*PROVIDED INFORMATION:*

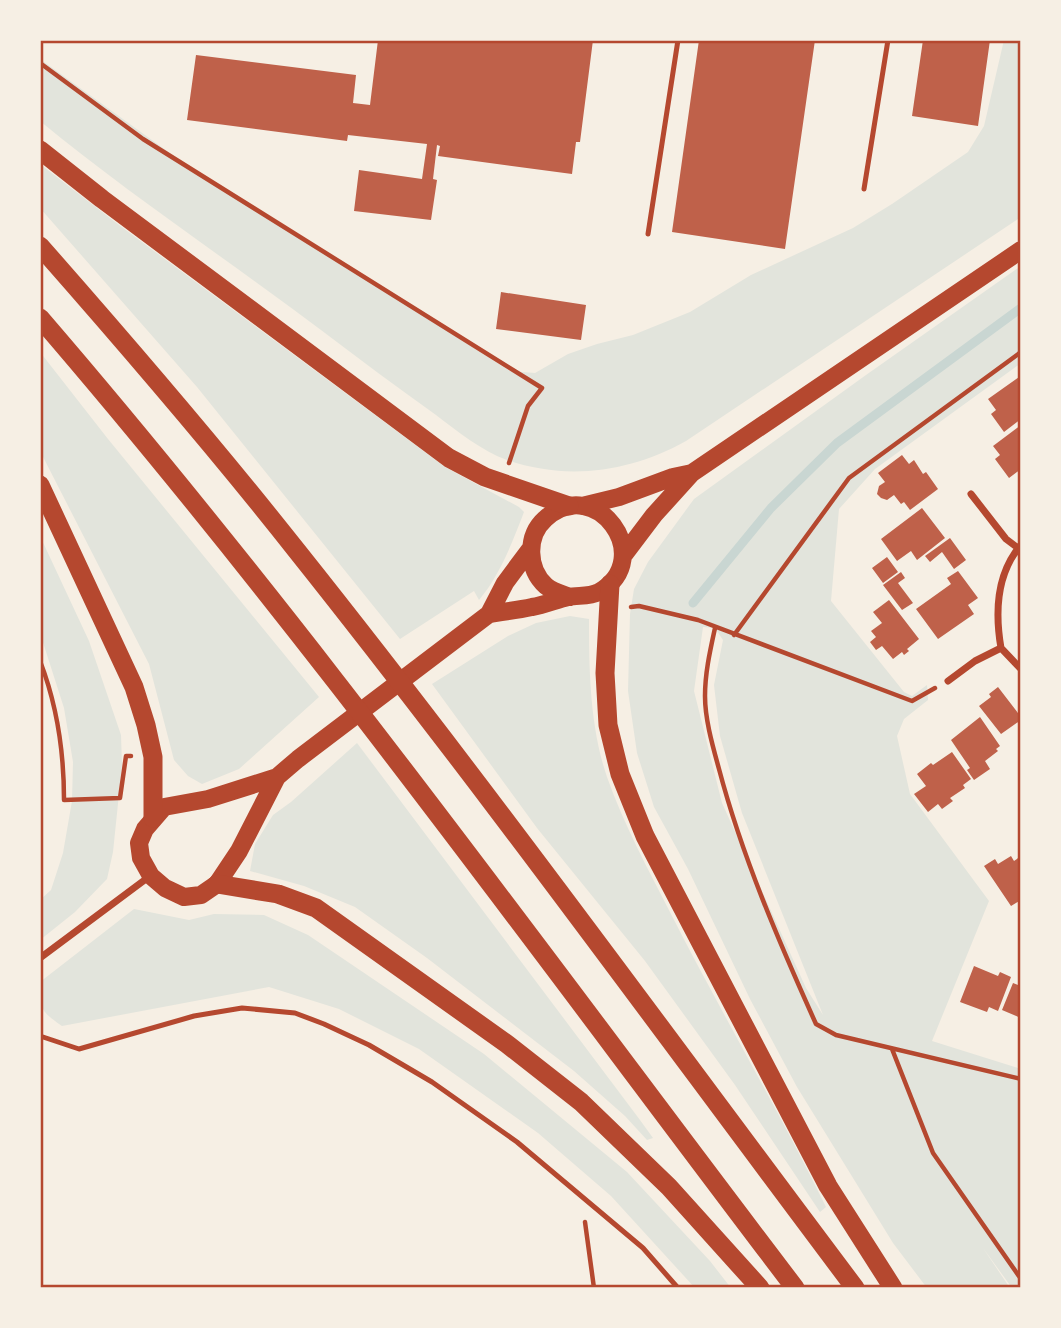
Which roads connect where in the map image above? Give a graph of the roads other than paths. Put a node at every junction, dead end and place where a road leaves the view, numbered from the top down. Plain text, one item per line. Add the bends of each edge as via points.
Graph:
1 (678, 40) edge
2 (888, 40) edge
3 (40, 150) edge
4 (864, 189) dead end
5 (648, 234) dead end
6 (40, 246) edge
7 (1021, 250) edge
8 (40, 318) edge
9 (692, 473) junction
10 (40, 485) edge
11 (971, 494) dead end
12 (575, 506) junction
13 (1019, 547) edge
14 (531, 548) junction
15 (623, 556) junction
16 (610, 584) junction
17 (570, 597) junction
18 (489, 614) junction
19 (1001, 648) junction
20 (1021, 669) edge
21 (948, 681) road end
22 (277, 777) junction
23 (153, 818) junction
24 (151, 876) junction
25 (217, 884) junction
26 (40, 958) edge
27 (40, 1036) edge
28 (678, 1288) edge
29 (760, 1288) edge
30 (795, 1288) edge
31 (855, 1288) edge
32 (893, 1288) edge

1 - 5 lane
2 - 4 lane
3 - 12 highway via 449,458 485,477
6 - 31 highway via 152,374 359,629
7 - 9 main road
8 - 30 highway via 344,689
9 - 12 main road
9 - 15 main road
10 - 23 highway via 134,687 153,757
11 - 13 street via 1006,538
12 - 14 main road via 543,520
12 - 15 main road via 596,510 612,523
13 - 19 street via 1000,590 996,622
14 - 17 main road via 537,575 557,593
14 - 18 main road
15 - 16 main road
16 - 17 main road via 598,593
16 - 32 highway via 605,673 608,725 620,774 645,836 828,1186
17 - 18 main road
18 - 22 main road
19 - 20 street
19 - 21 street
22 - 23 main road via 208,799 164,807
22 - 25 main road
23 - 24 main road via 139,843
24 - 25 main road via 184,897 201,895
24 - 26 street
25 - 29 highway via 278,894 316,908 507,1044 581,1102 669,1187
27 - 28 lane via 79,1049 219,1012 295,1013 369,1045 432,1082 517,1142 643,1248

*TASK TO COMPLETE:* Except for pictures, copy the records above exactly.

*RESPONSE AREA:*
Which roads connect where in the map image above? Give a graph of the roads other than paths. Put a node at every junction, dead end and place where a road leaves the view, numbered from the top down. Plain text, one item per line. Add the bends of each edge as via points.
Graph:
1 (678, 40) edge
2 (888, 40) edge
3 (40, 150) edge
4 (864, 189) dead end
5 (648, 234) dead end
6 (40, 246) edge
7 (1021, 250) edge
8 (40, 318) edge
9 (692, 473) junction
10 (40, 485) edge
11 (971, 494) dead end
12 (575, 506) junction
13 (1019, 547) edge
14 (531, 548) junction
15 (623, 556) junction
16 (610, 584) junction
17 (570, 597) junction
18 (489, 614) junction
19 (1001, 648) junction
20 (1021, 669) edge
21 (948, 681) road end
22 (277, 777) junction
23 (153, 818) junction
24 (151, 876) junction
25 (217, 884) junction
26 (40, 958) edge
27 (40, 1036) edge
28 (678, 1288) edge
29 (760, 1288) edge
30 (795, 1288) edge
31 (855, 1288) edge
32 (893, 1288) edge

1 - 5 lane
2 - 4 lane
3 - 12 highway via 449,458 485,477
6 - 31 highway via 152,374 359,629
7 - 9 main road
8 - 30 highway via 344,689
9 - 12 main road
9 - 15 main road
10 - 23 highway via 134,687 153,757
11 - 13 street via 1006,538
12 - 14 main road via 543,520
12 - 15 main road via 596,510 612,523
13 - 19 street via 1000,590 996,622
14 - 17 main road via 537,575 557,593
14 - 18 main road
15 - 16 main road
16 - 17 main road via 598,593
16 - 32 highway via 605,673 608,725 620,774 645,836 828,1186
17 - 18 main road
18 - 22 main road
19 - 20 street
19 - 21 street
22 - 23 main road via 208,799 164,807
22 - 25 main road
23 - 24 main road via 139,843
24 - 25 main road via 184,897 201,895
24 - 26 street
25 - 29 highway via 278,894 316,908 507,1044 581,1102 669,1187
27 - 28 lane via 79,1049 219,1012 295,1013 369,1045 432,1082 517,1142 643,1248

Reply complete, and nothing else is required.